» GOAL OF THE EXERCISE: A verbatim copy of all the data is required, minus any images.

#### RECORDS FOR THIS TASK

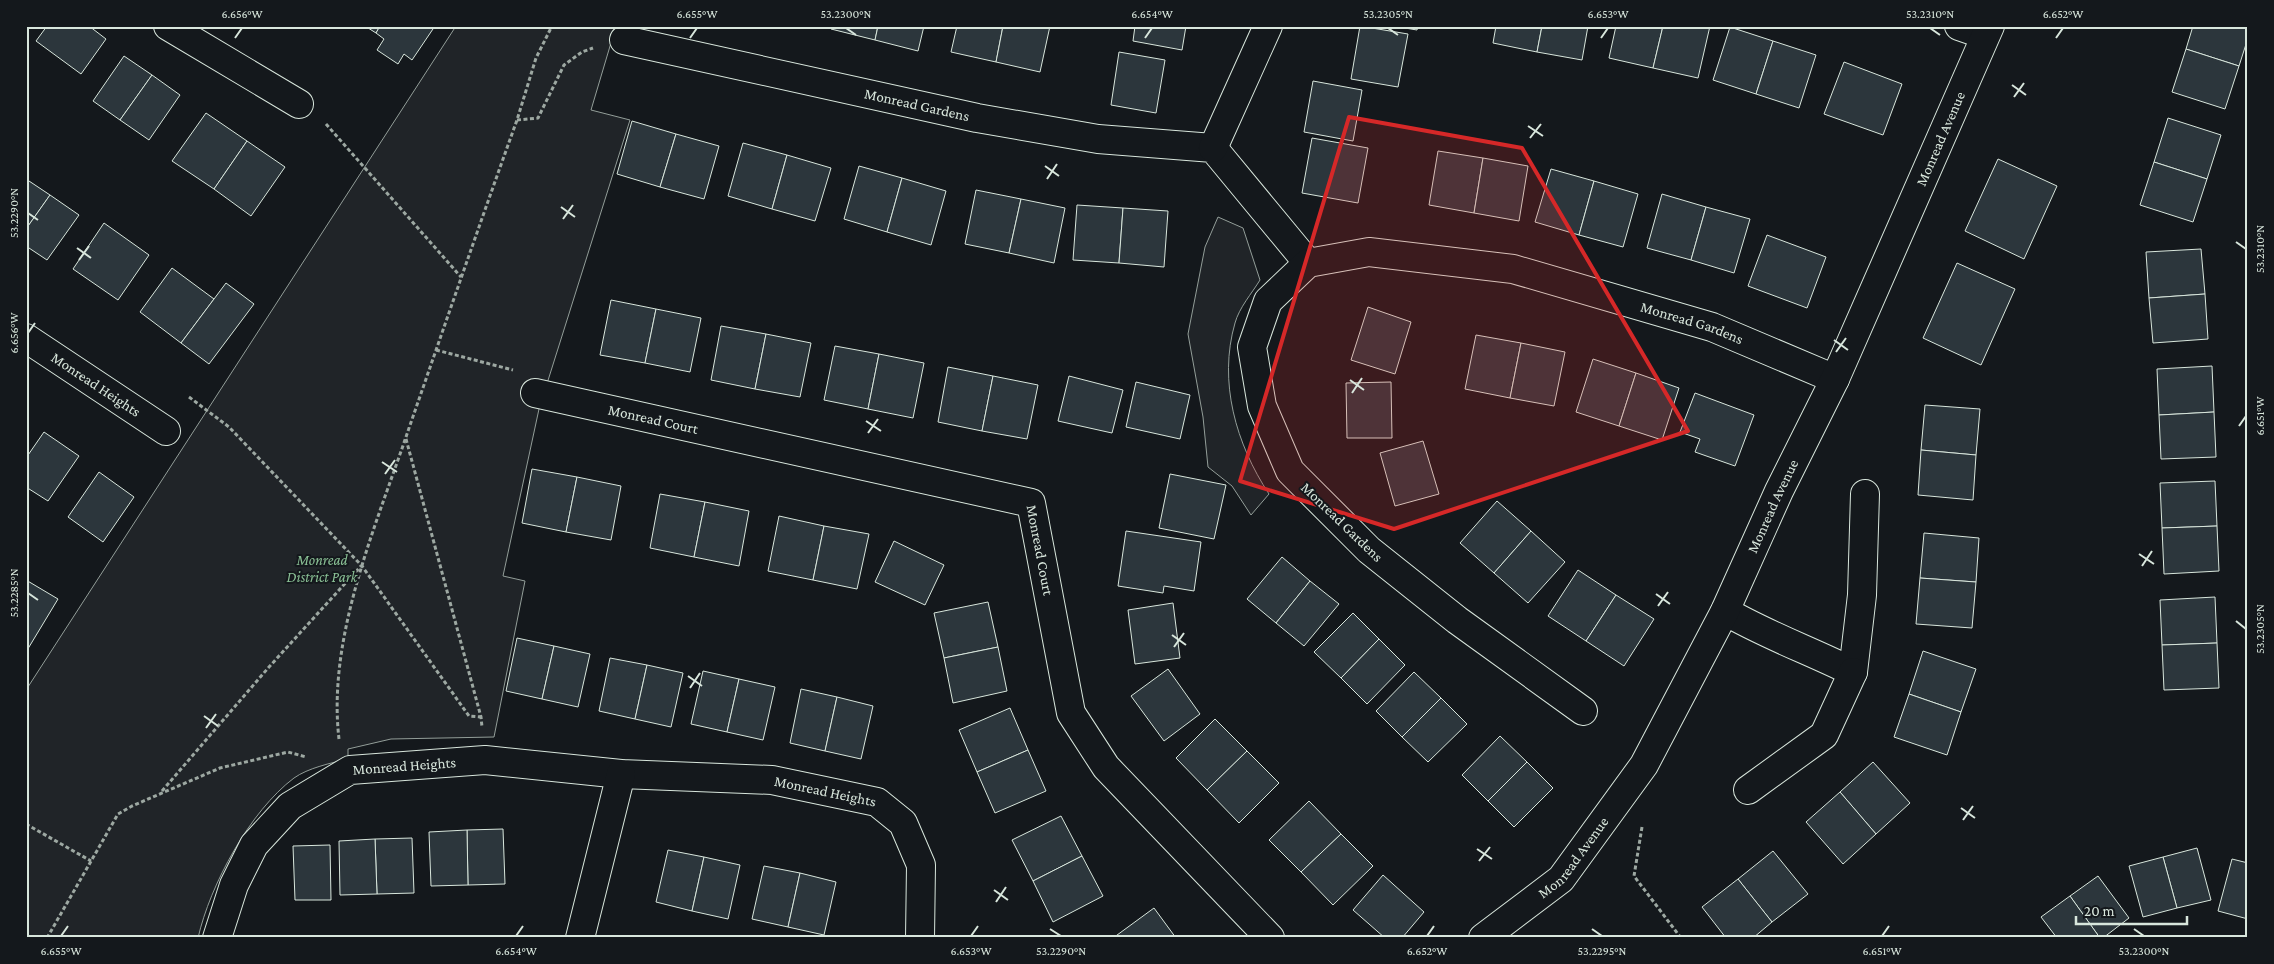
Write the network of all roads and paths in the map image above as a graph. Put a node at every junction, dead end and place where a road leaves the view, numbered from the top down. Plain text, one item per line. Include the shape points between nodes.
1 (168, 26) edge
2 (552, 26) edge
3 (1268, 26) edge
4 (1959, 26) edge
5 (1988, 31) edge
6 (624, 40) joint
7 (299, 104) joint
8 (517, 120) junction
9 (1213, 148) junction
10 (1308, 262) junction
11 (461, 277) junction
12 (26, 338) edge
13 (436, 350) junction
14 (1835, 378) junction
15 (535, 393) joint
16 (189, 398) dead end
17 (166, 431) dead end
18 (406, 438) junction
19 (1865, 494) dead end
20 (362, 566) junction
21 (1725, 611) junction
22 (1853, 672) junction
23 (1583, 711) dead end
24 (481, 717) junction
25 (485, 760) junction
26 (350, 770) junction
27 (621, 774) junction
28 (1748, 790) dead end
29 (160, 794) junction
30 (26, 824) edge
31 (1643, 824) dead end
32 (90, 861) junction
33 (47, 938) edge
34 (216, 938) edge
35 (580, 938) edge
36 (920, 938) edge
37 (1270, 938) edge
38 (1483, 938) edge
39 (1681, 938) edge

1 - 7 street
2 - 8 path via 536,58
3 - 9 street
4 - 5 street
5 - 14 street, Monread Avenue
6 - 8 path via 582,52 564,65 538,118
6 - 9 street, Monread Gardens via 977,118 1098,138
7 - 11 path via 315,111
8 - 11 path
9 - 10 street
10 - 14 street, Monread Gardens via 1369,252 1513,269 1712,328
10 - 23 street, Monread Gardens via 1268,301 1252,347 1262,406 1290,471 1369,550 1457,620
11 - 13 path
12 - 17 street, Monread Heights
13 - 15 path via 530,374
13 - 18 path
14 - 21 street, Monread Avenue
15 - 37 street, Monread Court via 1032,503 1071,713 1106,767
16 - 20 path via 230,427
18 - 20 path
18 - 24 path
19 - 22 street via 1862,594
20 - 24 path via 470,716
20 - 26 path via 338,676 339,738
20 - 29 path via 269,667
21 - 22 street
21 - 38 street, Monread Avenue via 1644,764 1561,879
22 - 28 street via 1824,735
24 - 25 path
25 - 26 street, Monread Heights
25 - 27 street, Monread Heights
26 - 29 path via 288,752 220,768
26 - 34 street, Monread Heights via 290,806 254,845 234,885
27 - 35 street
27 - 36 street, Monread Heights via 772,780 877,802 903,823 921,865
29 - 32 path via 118,814
30 - 32 path
31 - 39 path via 1634,876
32 - 33 path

########

» SOLVED EXERCISE:
Write the network of all roads and paths in the map image above as a graph. Put a node at every junction, dead end and place where a road leaves the view, numbered from the top down. Plain text, one item per line. Include the shape points between nodes.
1 (168, 26) edge
2 (552, 26) edge
3 (1268, 26) edge
4 (1959, 26) edge
5 (1988, 31) edge
6 (624, 40) joint
7 (299, 104) joint
8 (517, 120) junction
9 (1213, 148) junction
10 (1308, 262) junction
11 (461, 277) junction
12 (26, 338) edge
13 (436, 350) junction
14 (1835, 378) junction
15 (535, 393) joint
16 (189, 398) dead end
17 (166, 431) dead end
18 (406, 438) junction
19 (1865, 494) dead end
20 (362, 566) junction
21 (1725, 611) junction
22 (1853, 672) junction
23 (1583, 711) dead end
24 (481, 717) junction
25 (485, 760) junction
26 (350, 770) junction
27 (621, 774) junction
28 (1748, 790) dead end
29 (160, 794) junction
30 (26, 824) edge
31 (1643, 824) dead end
32 (90, 861) junction
33 (47, 938) edge
34 (216, 938) edge
35 (580, 938) edge
36 (920, 938) edge
37 (1270, 938) edge
38 (1483, 938) edge
39 (1681, 938) edge

1 - 7 street
2 - 8 path via 536,58
3 - 9 street
4 - 5 street
5 - 14 street, Monread Avenue
6 - 8 path via 582,52 564,65 538,118
6 - 9 street, Monread Gardens via 977,118 1098,138
7 - 11 path via 315,111
8 - 11 path
9 - 10 street
10 - 14 street, Monread Gardens via 1369,252 1513,269 1712,328
10 - 23 street, Monread Gardens via 1268,301 1252,347 1262,406 1290,471 1369,550 1457,620
11 - 13 path
12 - 17 street, Monread Heights
13 - 15 path via 530,374
13 - 18 path
14 - 21 street, Monread Avenue
15 - 37 street, Monread Court via 1032,503 1071,713 1106,767
16 - 20 path via 230,427
18 - 20 path
18 - 24 path
19 - 22 street via 1862,594
20 - 24 path via 470,716
20 - 26 path via 338,676 339,738
20 - 29 path via 269,667
21 - 22 street
21 - 38 street, Monread Avenue via 1644,764 1561,879
22 - 28 street via 1824,735
24 - 25 path
25 - 26 street, Monread Heights
25 - 27 street, Monread Heights
26 - 29 path via 288,752 220,768
26 - 34 street, Monread Heights via 290,806 254,845 234,885
27 - 35 street
27 - 36 street, Monread Heights via 772,780 877,802 903,823 921,865
29 - 32 path via 118,814
30 - 32 path
31 - 39 path via 1634,876
32 - 33 path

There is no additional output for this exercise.